Since then, Urkullu and his PNV have watched the Catalan independence movement with a sympathetic yet sceptical eye, while being openly critical of the Spanish government’s handling of the situation.
The Basque Country has the most autonomous powers of any of Spain’s 17 regions, controlling its own education, healthcare, police and taxes and with its own language, euskera. But it is also distinct for another reason: the terrorism of Eta, which claimed over 800 lives between 1968 and 2010 and which finally announced its dissolution on May 3rd.
Many observers believe the lingering trauma of Eta’s separatist violence will act to discourage Basques from pursuing independence in the near future. But some nationalists claim that neither the legacy of Eta nor developments in Catalonia will hinder the prospect of increased Basque sovereignty.
There hasn’t been a push by Basques to join Catalonia, but rather a tendency to view it from a distance and look at the risks involved
“What Catalonia has demonstrated is that this is a path which can be used and it can be done in a political and democratic way,” Arnaldo Otegi, leader of the leftist pro-independence coalition, EH Bildu, told The Irish Times. A former member of Eta himself, Otegi has watched the process with admiration. However, he points to mistakes by the independence movement in Catalonia, suggesting that he, like Urkullu, sees developments there as a cautionary tale.
“It’s true that they’ve had certain problems from which we have to take lessons,” Otegi says. “First that they haven’t managed to get more than 50 per cent popular support, which is important, although I think there is a majority in favour of independence.”
He adds: “Second, they haven’t yet managed to get the support of the international community, and the third problem has been who controls the territory after a declaration of independence.”
Otegi is hopeful that the European Union will eventually offer support to the Catalan secessionist movement in order to end the political crisis in one of its biggest member economies.
But if, as he says, an independence drive needs the support of more than half of citizens, any such project in the Basque Country looks fanciful.
Only about 17-20 per cent of Basques want independence, according to María Silvestre, a sociologist at Deusto university, who says that figure has changed little in recent months.
“There hasn’t been a push by Basques to join Catalonia, but rather a tendency to view it from a distance and look at the risks involved,” she says.
One of the secondary effects of the Catalan crisis has been to generate a hardening of attitudes on the part of unionists.

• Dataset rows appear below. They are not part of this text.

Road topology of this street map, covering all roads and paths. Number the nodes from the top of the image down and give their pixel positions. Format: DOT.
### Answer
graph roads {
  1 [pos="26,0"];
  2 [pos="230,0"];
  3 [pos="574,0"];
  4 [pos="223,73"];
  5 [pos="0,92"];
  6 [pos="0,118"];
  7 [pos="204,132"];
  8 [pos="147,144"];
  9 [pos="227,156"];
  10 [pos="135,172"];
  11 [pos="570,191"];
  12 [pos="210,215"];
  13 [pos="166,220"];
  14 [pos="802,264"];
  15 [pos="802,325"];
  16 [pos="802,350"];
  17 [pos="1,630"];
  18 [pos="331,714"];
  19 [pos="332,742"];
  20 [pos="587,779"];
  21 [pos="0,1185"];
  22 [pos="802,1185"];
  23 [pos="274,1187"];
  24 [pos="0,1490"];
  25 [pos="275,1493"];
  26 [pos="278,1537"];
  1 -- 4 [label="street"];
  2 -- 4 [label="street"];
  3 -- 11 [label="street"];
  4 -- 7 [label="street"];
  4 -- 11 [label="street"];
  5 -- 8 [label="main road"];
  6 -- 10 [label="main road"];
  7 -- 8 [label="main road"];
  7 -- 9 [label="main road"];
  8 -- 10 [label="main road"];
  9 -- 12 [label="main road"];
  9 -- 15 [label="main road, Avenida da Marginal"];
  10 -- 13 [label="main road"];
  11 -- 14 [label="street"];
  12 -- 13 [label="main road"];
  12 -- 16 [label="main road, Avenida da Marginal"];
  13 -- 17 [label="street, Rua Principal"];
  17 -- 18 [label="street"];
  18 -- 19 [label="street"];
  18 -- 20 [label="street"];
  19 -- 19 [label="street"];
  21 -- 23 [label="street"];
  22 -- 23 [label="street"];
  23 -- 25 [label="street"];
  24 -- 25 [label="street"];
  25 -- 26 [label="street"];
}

It’s a phenomenon which can be seen in the proliferation of Spanish flags hanging from apartment balconies across Spain in recent months, but also in the tough rhetoric of parties on the right such as the PP and the relatively new force, Ciudadanos. The latter has even spoken out against the Basque region’s unique financial arrangement with Madrid.

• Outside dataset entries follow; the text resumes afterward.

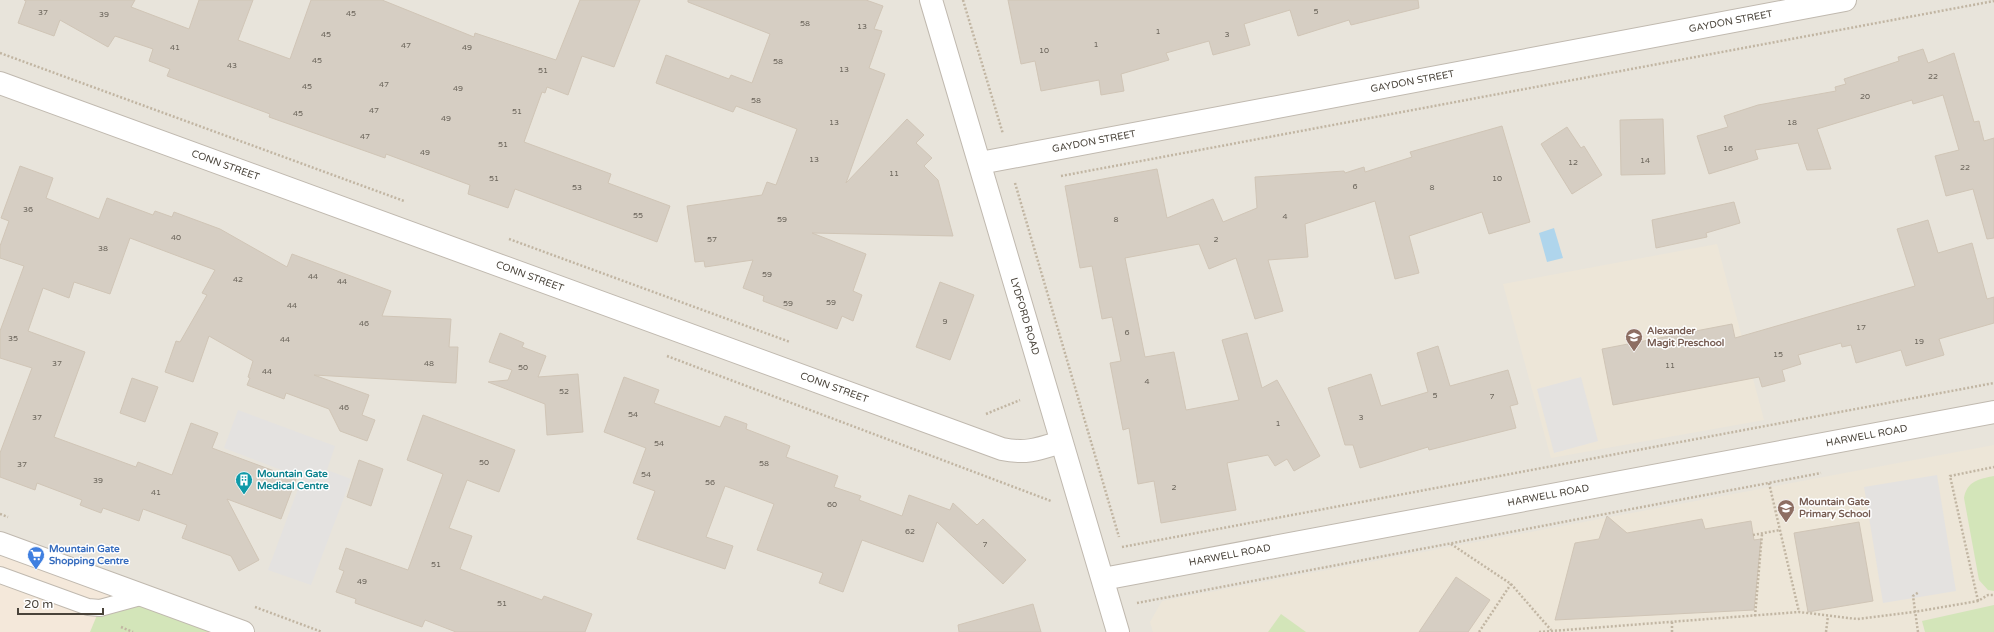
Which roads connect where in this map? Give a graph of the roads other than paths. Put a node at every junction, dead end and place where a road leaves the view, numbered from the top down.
1 (931, 0) edge
2 (1845, 0) edge
3 (0, 83) edge
4 (980, 162) junction
5 (1994, 412) edge
6 (1061, 442) junction
7 (0, 543) edge
8 (0, 575) edge
9 (1103, 579) junction
10 (144, 596) junction
11 (243, 632) edge
12 (1118, 632) edge

1 - 4 street, LYDFORD ROAD
2 - 4 street, GAYDON STREET
3 - 6 street, CONN STREET
4 - 6 street, LYDFORD ROAD
5 - 9 street, HARWELL ROAD
6 - 9 street, LYDFORD ROAD
7 - 10 street
8 - 10 lane
9 - 12 street, LYDFORD ROAD
10 - 11 street

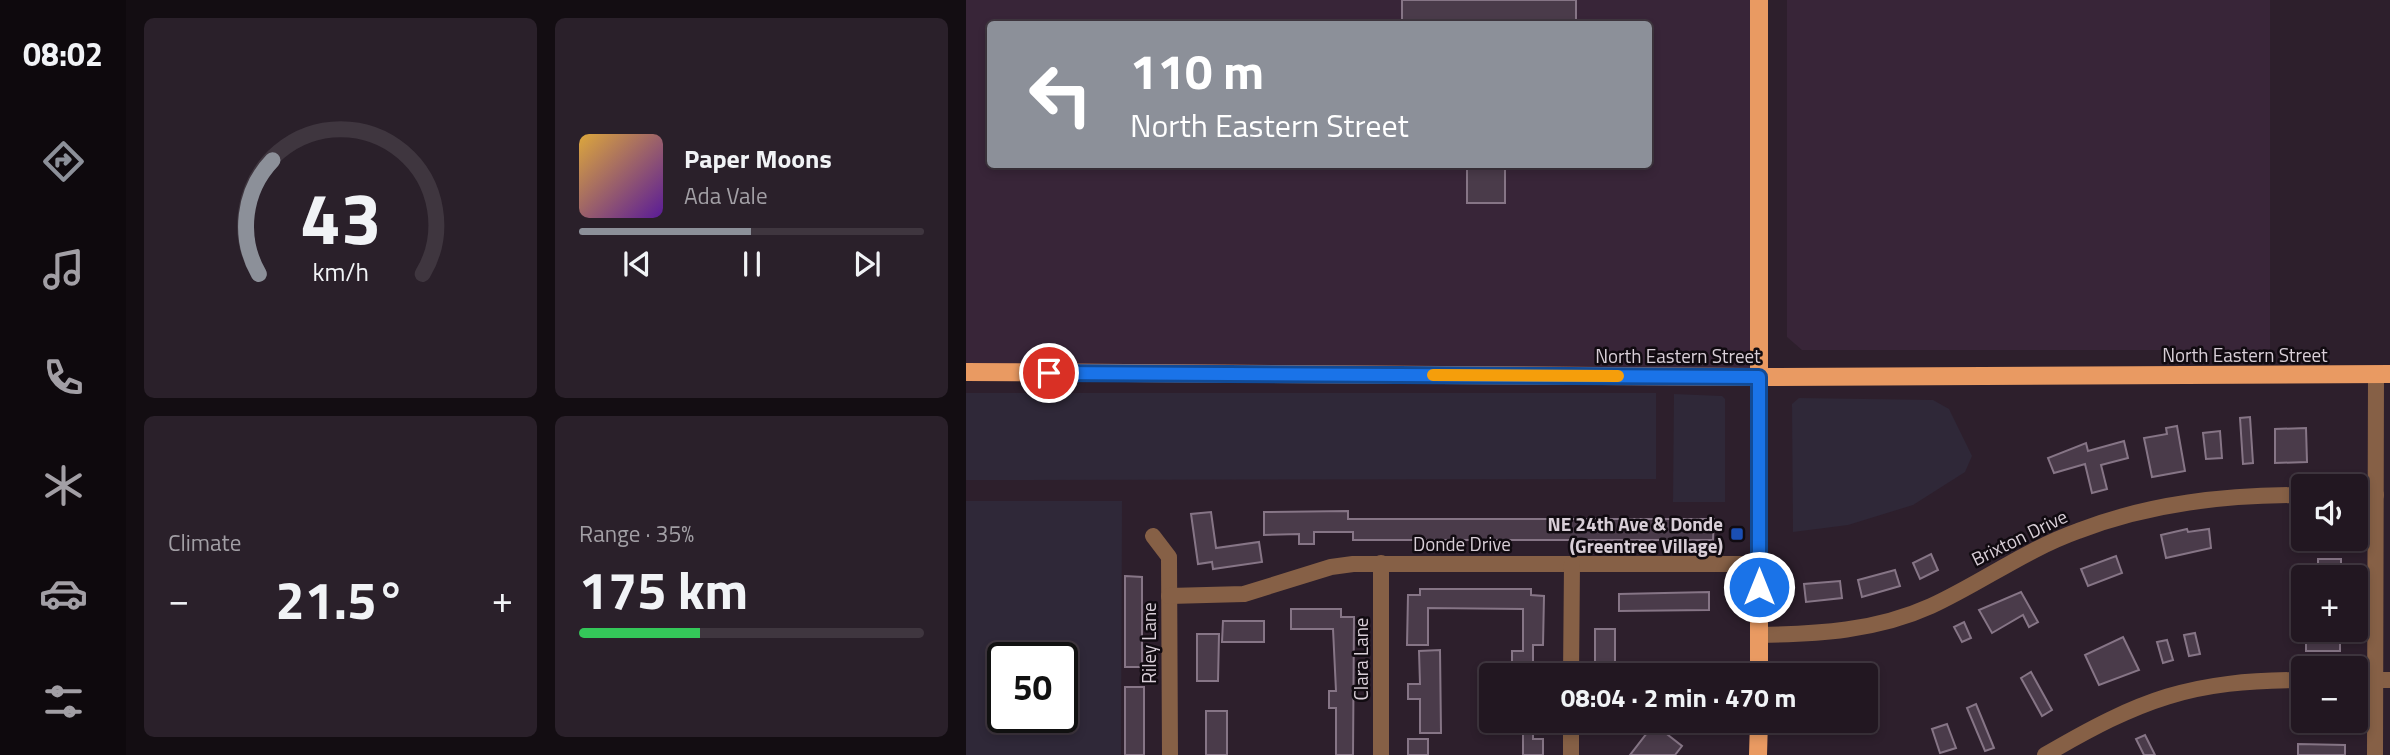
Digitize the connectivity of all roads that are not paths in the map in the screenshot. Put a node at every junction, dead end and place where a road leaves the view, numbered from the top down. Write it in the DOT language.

Led by Albert Rivera, Ciudadanos has little support in the Basque Country. But a recent surge in the polls, on the back of the polarisation caused by the Catalan stand-off, makes it a major force on a national level.

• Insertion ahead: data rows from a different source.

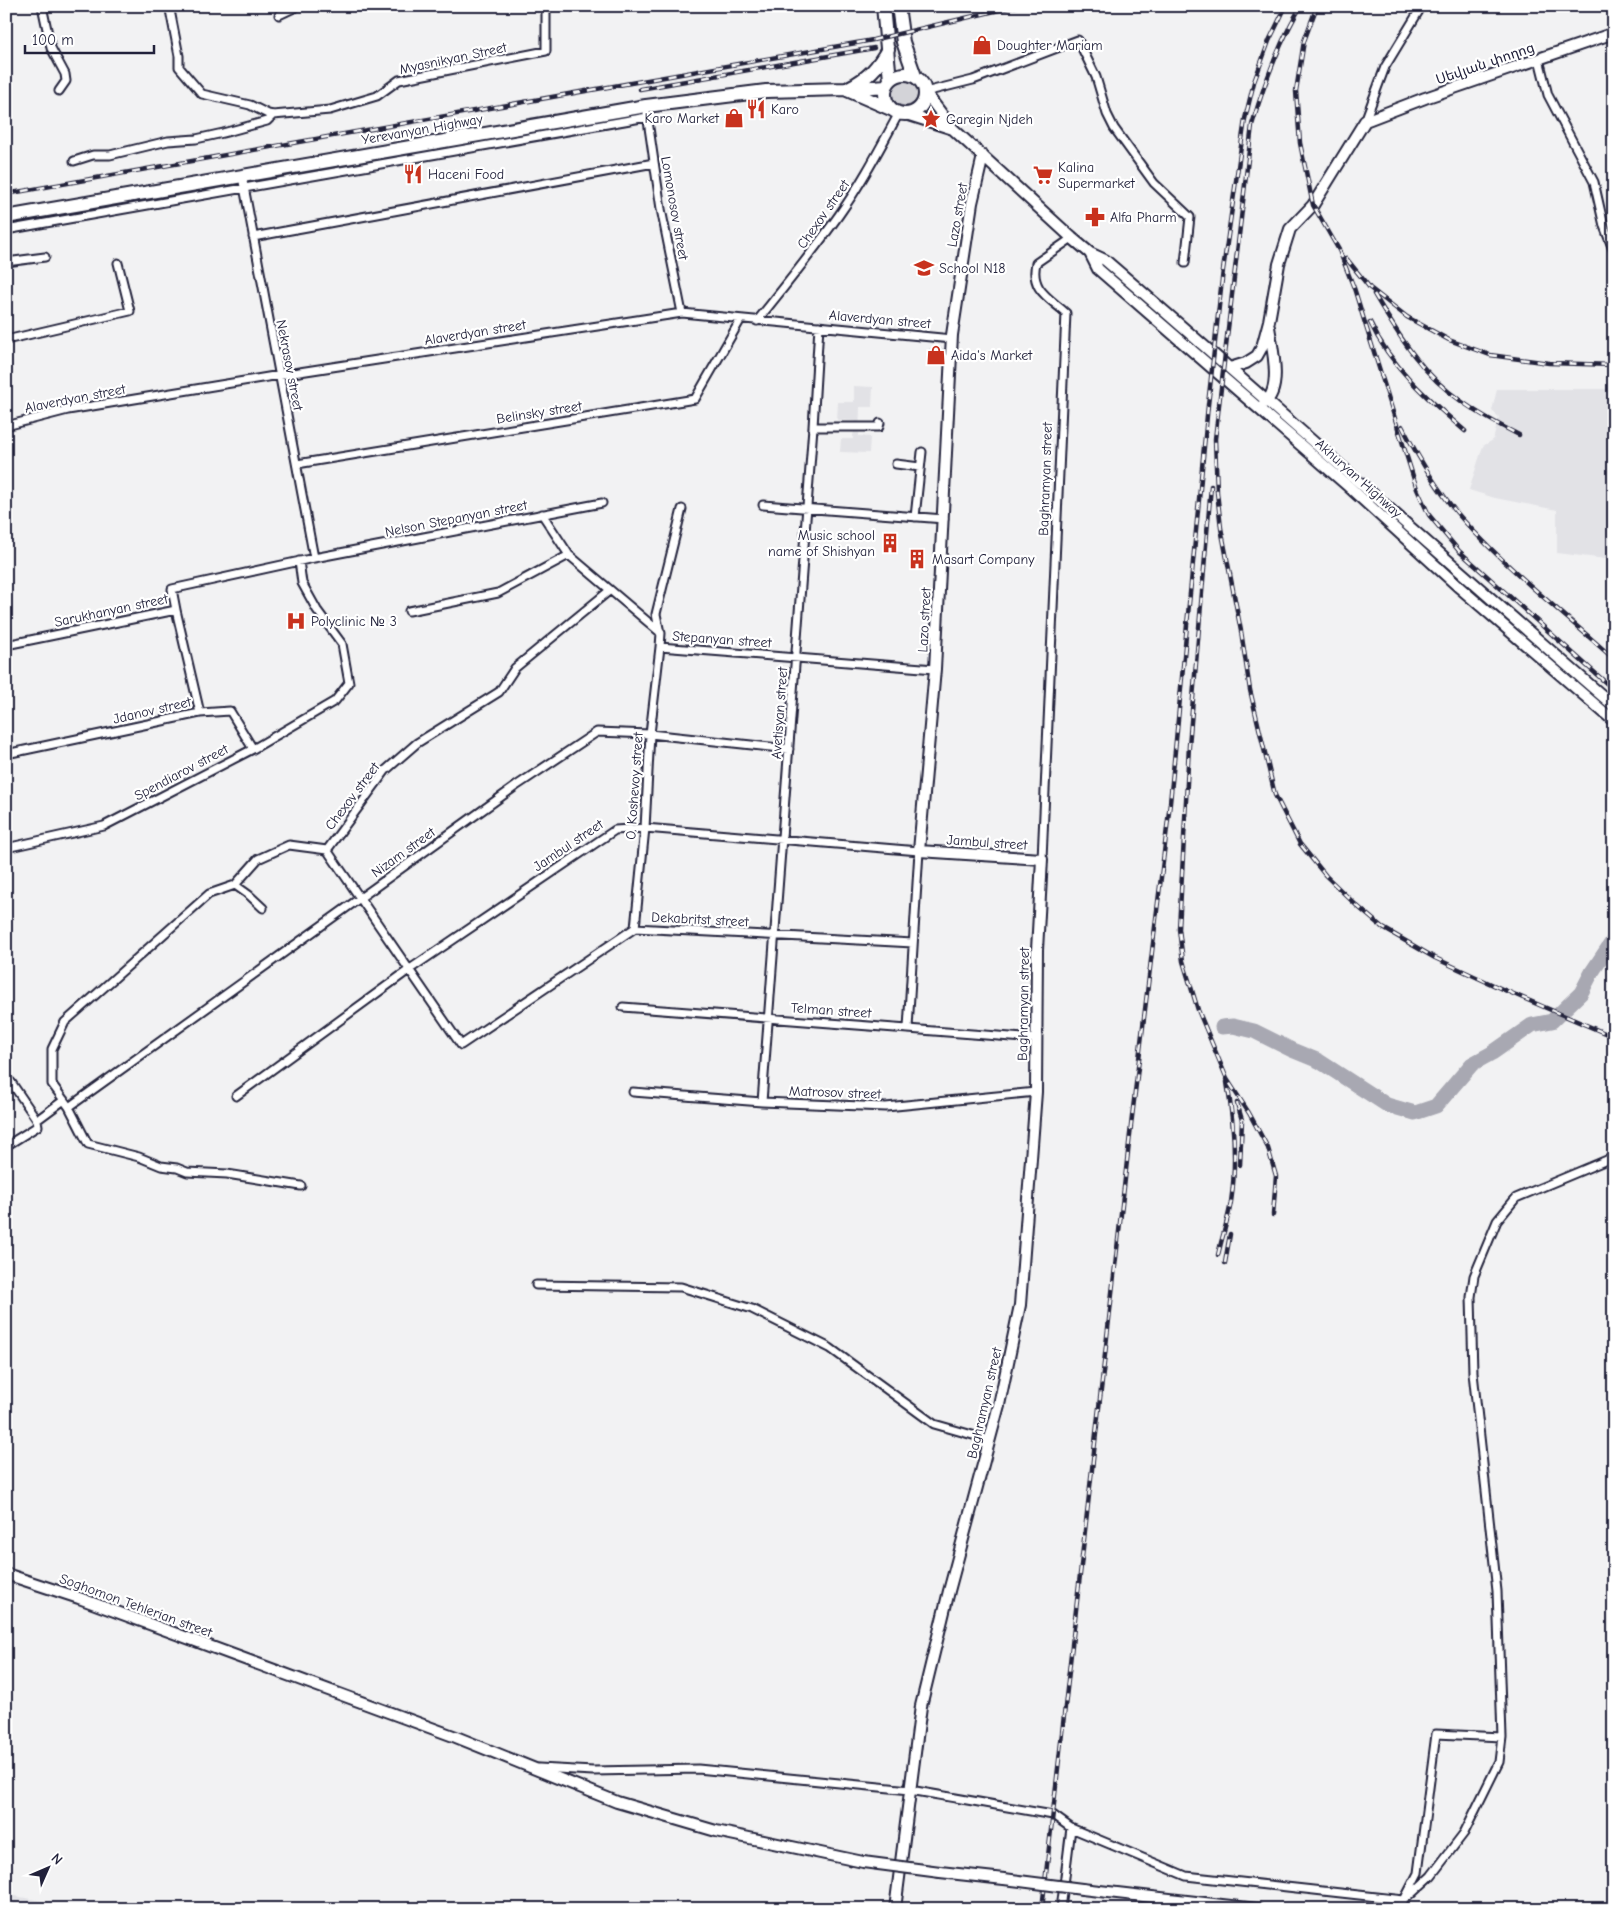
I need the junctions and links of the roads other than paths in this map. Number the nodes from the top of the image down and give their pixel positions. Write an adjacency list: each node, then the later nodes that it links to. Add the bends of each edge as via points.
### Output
1 (42, 6): 15 (street, via 51,48 65,74 66,81)
2 (171, 6): 19 (street, Myasnikyan Street, via 179,67 202,94 250,105)
3 (298, 6): 8 (street)
4 (546, 6): 19 (street, Myasnikyan Street, via 546,51 399,80 377,96 330,110)
5 (883, 6): 10 (highway)
6 (898, 6): 12 (highway)
7 (1422, 6): 20 (street, via 1385,67)
8 (279, 15)
9 (1614, 33): 11 (street, Սեվյան փողոց)
10 (888, 49): 13 (highway); 14 (highway, via 874,71)
11 (1540, 59): 20 (street, Սեվյան փողոց); 30 (street, via 1548,95 1594,182)
12 (914, 76): 13 (highway, via 902,74); 16 (highway, via 924,85)
13 (888, 83): 14 (highway, Yerevanyan Highway); 18 (highway, via 886,99)
14 (845, 89): 17 (highway, Yerevanyan Highway, via 766,91); 18 (highway, Yerevanyan Highway)
15 (59, 91)
16 (925, 92): 18 (highway, via 922,105 912,113); 21 (street); 35 (street, via 973,80 1078,40 1096,77 1106,114 1114,128 1154,183 1190,217)
17 (647, 111): 24 (street, Lomonosov street); 25 (highway, Yerevanyan Highway)
18 (899, 112): 21 (street, Akhuryan Highway); 38 (street, Chexov street, via 864,178 840,214)
19 (274, 115): 23 (street, via 267,121 223,133)
20 (1365, 121): 39 (street, via 1314,204 1290,229 1279,264)
21 (953, 129): 22 (street, Akhuryan Highway)
22 (983, 156): 29 (street, Akhuryan Highway); 41 (street, Lazo street, via 972,203)
23 (74, 161)
24 (654, 163): 28 (street); 36 (street, Lomonosov street)
25 (243, 182): 26 (highway, Yerevanyan Highway); 27 (street); 28 (street, Nekrasov street)
26 (6, 216)
27 (6, 230)
28 (253, 237): 44 (street, Nekrasov street)
29 (1072, 238): 31 (street, Akhuryan Highway); 84 (street, Baghramyan street, via 1036,263 1034,274 1036,285 1066,313)
30 (1614, 252)
31 (1090, 253): 43 (street, Akhuryan Highway, via 1105,260); 46 (street, Akhuryan Highway, via 1098,269)
32 (45, 257): 33 (street)
33 (6, 262)
34 (118, 263): 42 (street, via 130,311)
35 (1185, 263)
36 (682, 313): 37 (street, Alaverdyan street); 44 (street, Alaverdyan street)
37 (741, 319): 38 (street, Alaverdyan street); 51 (street, Belinsky street, via 695,399)
38 (757, 321): 40 (street, Alaverdyan street)
39 (1269, 321): 43 (street, via 1257,356); 45 (street, via 1275,380)
40 (819, 326): 41 (street, Alaverdyan street); 49 (street, Avetisyan street)
41 (952, 338): 60 (street, Lazo street)
42 (6, 340)
43 (1230, 368): 45 (street, Akhuryan Highway)
44 (280, 375): 48 (street, Alaverdyan street, via 68,410); 51 (street, Nekrasov street)
45 (1268, 401): 46 (street); 72 (street, Akhuryan Highway)
46 (1258, 407): 74 (street, Akhuryan Highway)
47 (880, 423): 49 (street, via 880,427)
48 (6, 426)
49 (814, 427): 57 (street, Avetisyan street)
50 (922, 452): 53 (street)
51 (296, 464): 62 (street, Nekrasov street)
52 (896, 464): 53 (street)
53 (920, 467): 59 (street)
54 (602, 502): 58 (street, Nelson Stepanyan street)
55 (763, 505): 57 (street)
56 (682, 509): 67 (street, via 656,614)
57 (806, 510): 59 (street); 70 (street, Avetisyan street)
58 (542, 514): 61 (street, Stepanyan street); 62 (street, Nelson Stepanyan street)
59 (915, 517): 60 (street)
60 (944, 518): 71 (street, Lazo street)
61 (569, 555): 64 (street, Stepanyan street); 66 (street, via 498,593)
62 (314, 558): 63 (street, Sarukhanyan street)
63 (299, 561): 65 (street, Sarukhanyan street, via 172,589); 76 (street, Spendiarov street, via 302,583 342,644 349,683 335,701)
64 (609, 591): 67 (street, Stepanyan street); 82 (street, Chexov street, via 516,668 498,692 417,743 386,770)
65 (176, 610): 68 (street, Sarukhanyan street); 73 (street, Jdanov street)
66 (409, 611)
67 (660, 633): 69 (street, Stepanyan street)
68 (6, 645)
69 (660, 647): 70 (street, Stepanyan street); 75 (street, O. Koshevoy street)
70 (796, 657): 71 (street, Stepanyan street); 77 (street, Avetisyan street)
71 (935, 669): 83 (street, Lazo street)
72 (1614, 706)
73 (200, 713): 76 (street, via 230,711); 78 (street, Jdanov street)
74 (1614, 721)
75 (650, 734): 77 (street, Nizam street); 79 (street, O. Koshevoy street); 86 (street, Nizam street, via 597,732)
76 (253, 749): 81 (street, Spendiarov street, via 104,826)
77 (789, 749): 80 (street, Avetisyan street)
78 (6, 754)
79 (645, 828): 80 (street, Jambul street); 88 (street, O. Koshevoy street); 91 (street, Jambul street, via 615,830)
80 (782, 838): 83 (street, Jambul street); 89 (street, Avetisyan street)
81 (6, 848)
82 (327, 850): 85 (street, Chexov street, via 289,845 258,860); 86 (street)
83 (919, 851): 84 (street, Jambul street); 90 (street, Lazo street)
84 (1042, 859): 95 (street, Baghramyan street)
85 (235, 885): 87 (street); 100 (street, Chexov street, via 209,894 65,1022 52,1049 52,1084)
86 (361, 898): 91 (street); 102 (street, Nizam street)
87 (262, 908)
88 (635, 928): 89 (street, Dekabritst street); 91 (street, Dekabritst street, via 461,1045)
89 (775, 936): 90 (street, Dekabritst street); 93 (street, Avetisyan street)
90 (913, 943): 94 (street, Lazo street)
91 (410, 969): 99 (street, Jambul street)
92 (623, 1008): 93 (street, Telman street)
93 (768, 1018): 94 (street, Telman street); 101 (street, Avetisyan street)
94 (908, 1028): 95 (street, Telman street)
95 (1036, 1038): 98 (street, Baghramyan street)
96 (6, 1085): 103 (street, via 11,1082)
97 (633, 1092): 101 (street, Matrosov street)
98 (1036, 1092): 101 (street, Matrosov street, via 886,1107); 108 (street, Baghramyan street, via 1020,1305)
99 (236, 1096)
100 (64, 1100): 102 (street, Chexov street); 103 (street)
101 (762, 1102)
102 (69, 1107): 106 (street, Chexov street, via 88,1144 188,1172 227,1174)
103 (37, 1120): 104 (street, via 38,1126)
104 (6, 1146)
105 (1614, 1157): 110 (street, via 1516,1198 1497,1221 1474,1276 1471,1298 1473,1373 1497,1591)
106 (301, 1186)
107 (536, 1285): 108 (street, via 680,1288 752,1309 830,1348 934,1424)
108 (990, 1440): 112 (street, Baghramyan street, via 921,1706)
109 (6, 1574): 111 (street, Soghomon Tehlerian street, via 456,1737)
110 (1502, 1737): 114 (street, via 1499,1762 1464,1833 1430,1876); 114 (street, via 1436,1734 1418,1873)
111 (529, 1767): 112 (street, via 593,1771 698,1769); 117 (street, Soghomon Tehlerian street, bridge, via 617,1802 716,1831 863,1862)
112 (910, 1790): 113 (street, via 1053,1815); 115 (street, Baghramyan street)
113 (1071, 1828): 114 (street, via 1186,1876); 116 (street)
114 (1404, 1900)
115 (895, 1909)
116 (1061, 1909)
117 (1257, 1909)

Basque nationalists, Landaburu says, “are worried that Rivera will become prime minister and instead of increasing regional autonomy, will cut it back”.
But, as it has shown recently with a demand for the Spanish government to raise national pensions, the PNV is adept at both playing to its voters in the north and at driving a hard bargain with Madrid in exchange for parliamentary support. Spain’s national political landscape is as fragmented as at any time since the democratic transition, a situation the PNV might be able to turn to its advantage by using its seats in the national parliament as leverage.
In the meantime, Basques seem content to observe events in Catalonia, rather than emulating them.